Christian Kiefer: The Infinite Tides 

After his lunar landing, Buzz Aldrin fell into depression and alcoholism, unable to deal with the realities of being back on Earth and knowing the most significant moment of his life was already behind him. The same is true for astronaut Keith Corcoran, the protagonist of Christian Kiefer’s debut novel, The Infinite Tides. A fictional version of Aldrin’s memoir Magnificent Desolation could be compelling, but Kiefer makes the story dull and repetitive while decorating it with nonsensical plot points and flowery language about math.

A mathematic genius whose synesthesia gives him an intimate relationship with numbers, Keith always dreamed of being an astronaut, and acted single-mindedly in pursuit of that goal. As he finally arrives at the International Space Station to install a robotic arm he designed himself, he learns that his daughter has been killed in a car accident and his wife has been having an affair and wants a divorce.

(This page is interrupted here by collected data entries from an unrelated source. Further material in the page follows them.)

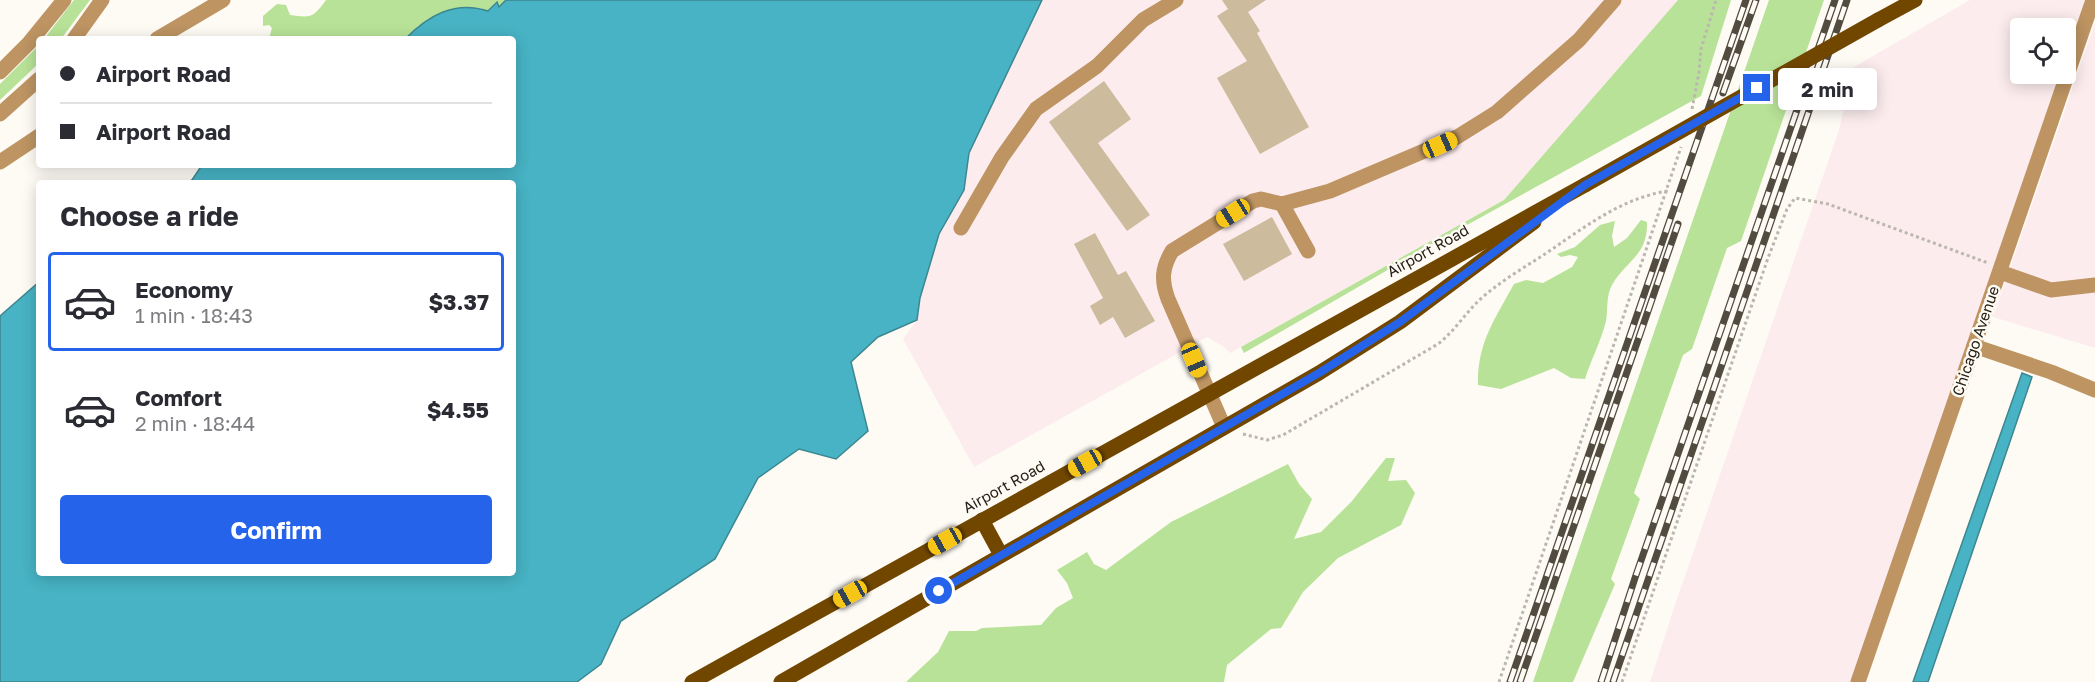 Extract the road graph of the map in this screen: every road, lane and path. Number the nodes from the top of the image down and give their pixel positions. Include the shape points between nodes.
1 (64, 0) edge
2 (102, 0) edge
3 (223, 0) edge
4 (1176, 0) edge
5 (1614, 0) edge
6 (1716, 0) edge
7 (1915, 0) edge
8 (2093, 0) edge
9 (76, 36) edge
10 (162, 36) edge
11 (0, 72) edge
12 (36, 82) edge
13 (1691, 113) dead end
14 (0, 114) edge
15 (36, 138) edge
16 (1682, 147) dead end
17 (0, 162) edge
18 (1585, 185) junction
19 (1668, 191) junction
20 (1281, 204) junction
21 (961, 228) dead end
22 (1308, 251) dead end
23 (2000, 269) junction
24 (2095, 285) edge
25 (1974, 346) junction
26 (2095, 390) edge
27 (1209, 394) junction
28 (1224, 427) junction
29 (982, 520) junction
30 (1001, 555) junction
31 (692, 682) edge
32 (781, 682) edge
33 (1499, 682) edge
34 (1622, 682) edge
35 (1858, 682) edge

1 - 11 street
2 - 9 street
3 - 10 street
4 - 21 street via 1143,20 1097,66 1036,109 1002,157
5 - 20 street via 1579,40 1497,112 1457,137 1330,191
6 - 13 path via 1704,36
7 - 18 main road, Airport Road, bridge
8 - 23 street, Chicago Avenue
12 - 14 street
15 - 17 street
16 - 19 path
18 - 27 main road, Airport Road
18 - 28 main road, Airport Road via 1400,322
19 - 28 path via 1626,204 1585,227 1485,295 1438,344 1283,435 1267,441
19 - 33 path
20 - 22 street
20 - 27 street via 1272,200 1253,201 1172,251 1166,262 1164,290
23 - 24 street via 2051,290
23 - 25 street, Chicago Avenue
23 - 34 path via 1828,204 1795,198 1768,258
25 - 26 street
25 - 35 street, Chicago Avenue
27 - 28 street
27 - 29 main road, Airport Road
28 - 30 main road, Airport Road
29 - 30 main road
29 - 31 main road, Airport Road
30 - 32 main road, Airport Road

He spends the rest of the mission crippled by debilitating migraines, and after returning to Earth, he’s exiled from Houston to take some time off and cope with his grief. He spends this time in a generic suburb drinking beer and smoking pot with his astronomer neighbor and getting blowjobs from the incredibly sexy young mom across the street. Also, there might be a comet on a collision course with Earth, but no one’s really paying attention.

Kiefer tries to show readers how Keith’s math skills affect his view of the world by giving him an entire internal monologue that operates in terms of numbers, trajectories, or fractals. That just serves to pad a book in which nothing really happens. There’s nothing profound in the pages filled with Keith going to Starbucks, hoping he can go back to work, then arbitrarily not going back to work, then trying to sell his house and having to talk to an exterminator about clearing up some termites. His psychologist periodically calls, but it’s never clear after the book’s midpoint whether he’s gotten a clean bill of health, has stopped therapy altogether, or is still receiving treatment that Kiefer doesn’t bother to portray.

The book is set in the height of the Great Recession, and Keith frequently moans about the state of the world around him. Yet a house is built on the empty lot he likes to hang out in, and he’s able to find his neighbor a job with one email. Kiefer’s doesn’t let the setting he’s already laid out get in the way of his symbolism, or his tiny threads of plot. His debut aims for the stars, but it never takes off.